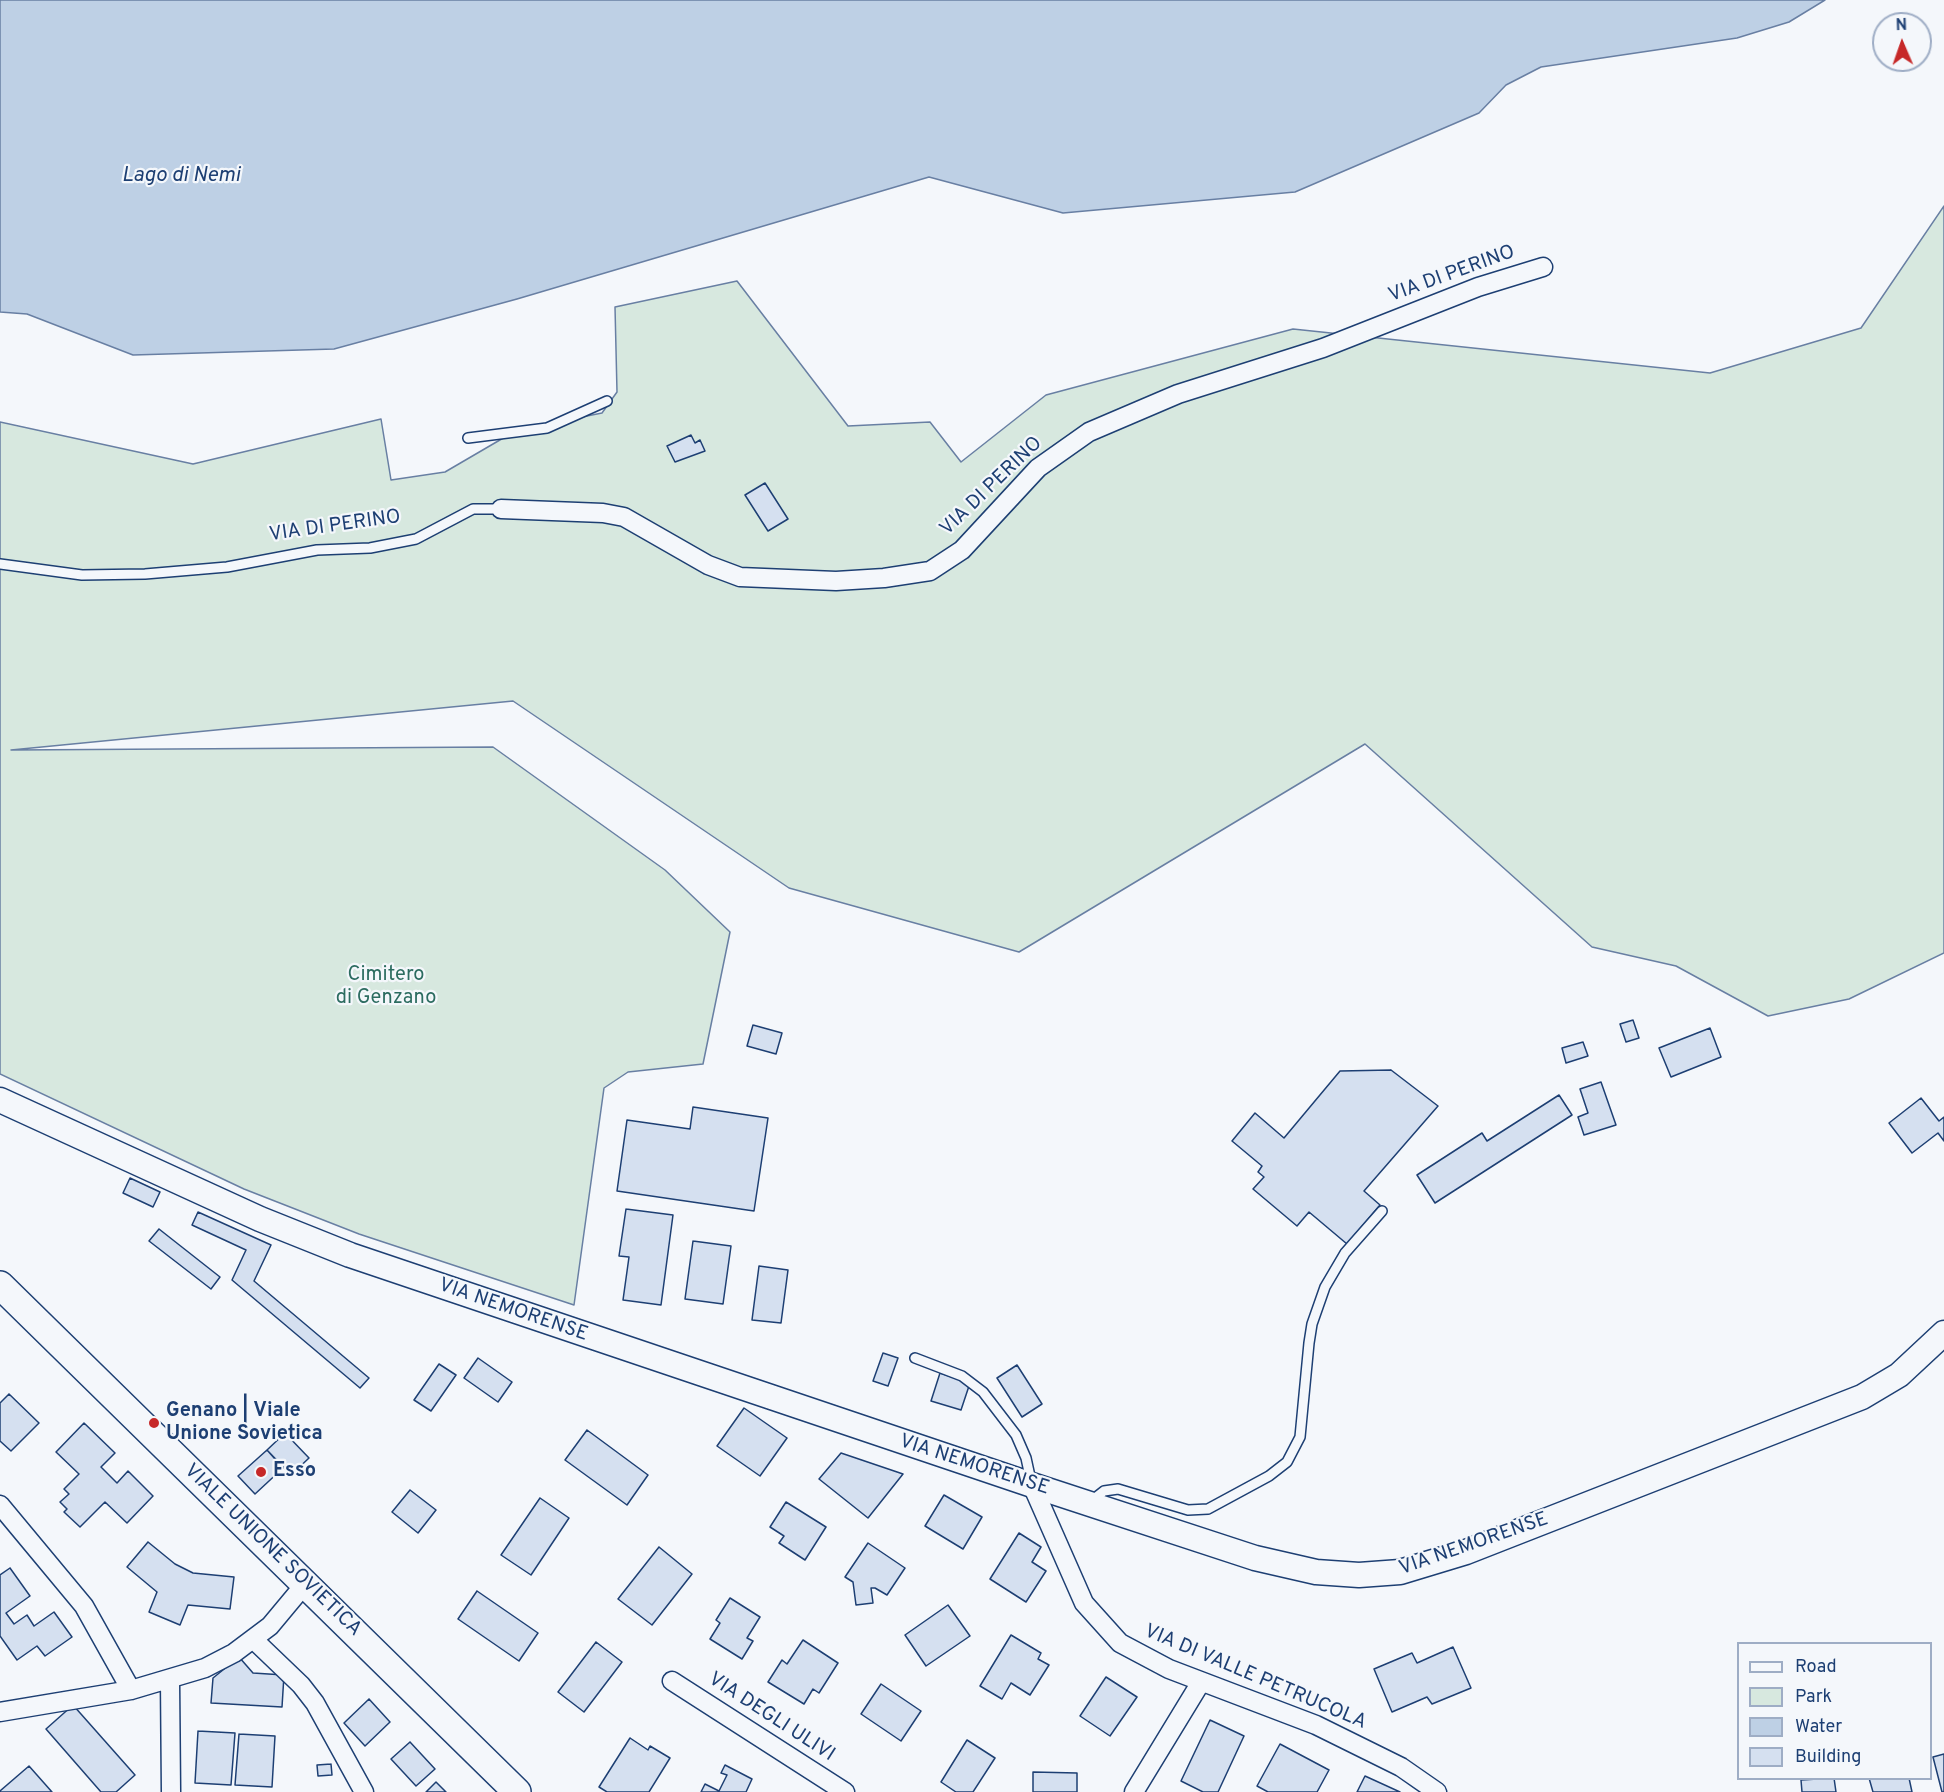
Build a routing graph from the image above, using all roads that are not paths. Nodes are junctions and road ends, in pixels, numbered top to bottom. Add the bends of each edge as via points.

* * *

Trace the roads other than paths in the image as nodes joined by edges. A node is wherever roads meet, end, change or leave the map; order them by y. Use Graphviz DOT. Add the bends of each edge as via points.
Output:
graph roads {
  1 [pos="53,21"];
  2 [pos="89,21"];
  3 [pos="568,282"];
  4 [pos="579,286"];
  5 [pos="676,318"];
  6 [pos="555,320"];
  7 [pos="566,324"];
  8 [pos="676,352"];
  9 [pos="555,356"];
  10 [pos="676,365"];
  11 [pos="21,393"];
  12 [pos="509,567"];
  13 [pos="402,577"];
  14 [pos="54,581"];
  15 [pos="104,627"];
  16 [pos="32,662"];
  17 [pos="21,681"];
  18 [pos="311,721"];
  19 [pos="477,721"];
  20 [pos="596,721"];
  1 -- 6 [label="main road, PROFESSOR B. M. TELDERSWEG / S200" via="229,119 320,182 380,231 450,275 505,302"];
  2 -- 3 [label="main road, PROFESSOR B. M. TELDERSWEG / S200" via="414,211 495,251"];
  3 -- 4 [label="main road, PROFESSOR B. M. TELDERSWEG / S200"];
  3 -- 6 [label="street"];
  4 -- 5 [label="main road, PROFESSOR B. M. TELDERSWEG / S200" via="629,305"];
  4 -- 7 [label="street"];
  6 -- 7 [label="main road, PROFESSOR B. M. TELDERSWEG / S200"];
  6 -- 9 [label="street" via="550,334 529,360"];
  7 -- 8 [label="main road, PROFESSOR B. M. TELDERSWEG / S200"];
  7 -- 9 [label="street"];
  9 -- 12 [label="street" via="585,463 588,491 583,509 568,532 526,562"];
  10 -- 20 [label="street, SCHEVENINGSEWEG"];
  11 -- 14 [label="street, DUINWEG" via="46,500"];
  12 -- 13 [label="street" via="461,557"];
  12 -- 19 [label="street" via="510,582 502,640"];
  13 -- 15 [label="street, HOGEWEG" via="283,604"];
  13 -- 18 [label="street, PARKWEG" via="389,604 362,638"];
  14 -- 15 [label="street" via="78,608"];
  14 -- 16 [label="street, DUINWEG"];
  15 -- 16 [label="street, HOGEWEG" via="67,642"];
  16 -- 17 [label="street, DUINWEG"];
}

## INSTRUCTIONS FOR THE TASK
Copy each line of the listing that contains "edge".

## ANSWER TO THE EXERCISE
Build a routing graph from the image above, using all roads that are not paths. Nodes are junctions and road ends, in pixels, numbered top to bottom. Add the bends of each edge as via points.
Trace the roads other than paths in the image as nodes joined by edges. A node is wherever roads meet, end, change or leave the map; order them by y. Use Graphviz DOT. Add the bends of each edge as via points.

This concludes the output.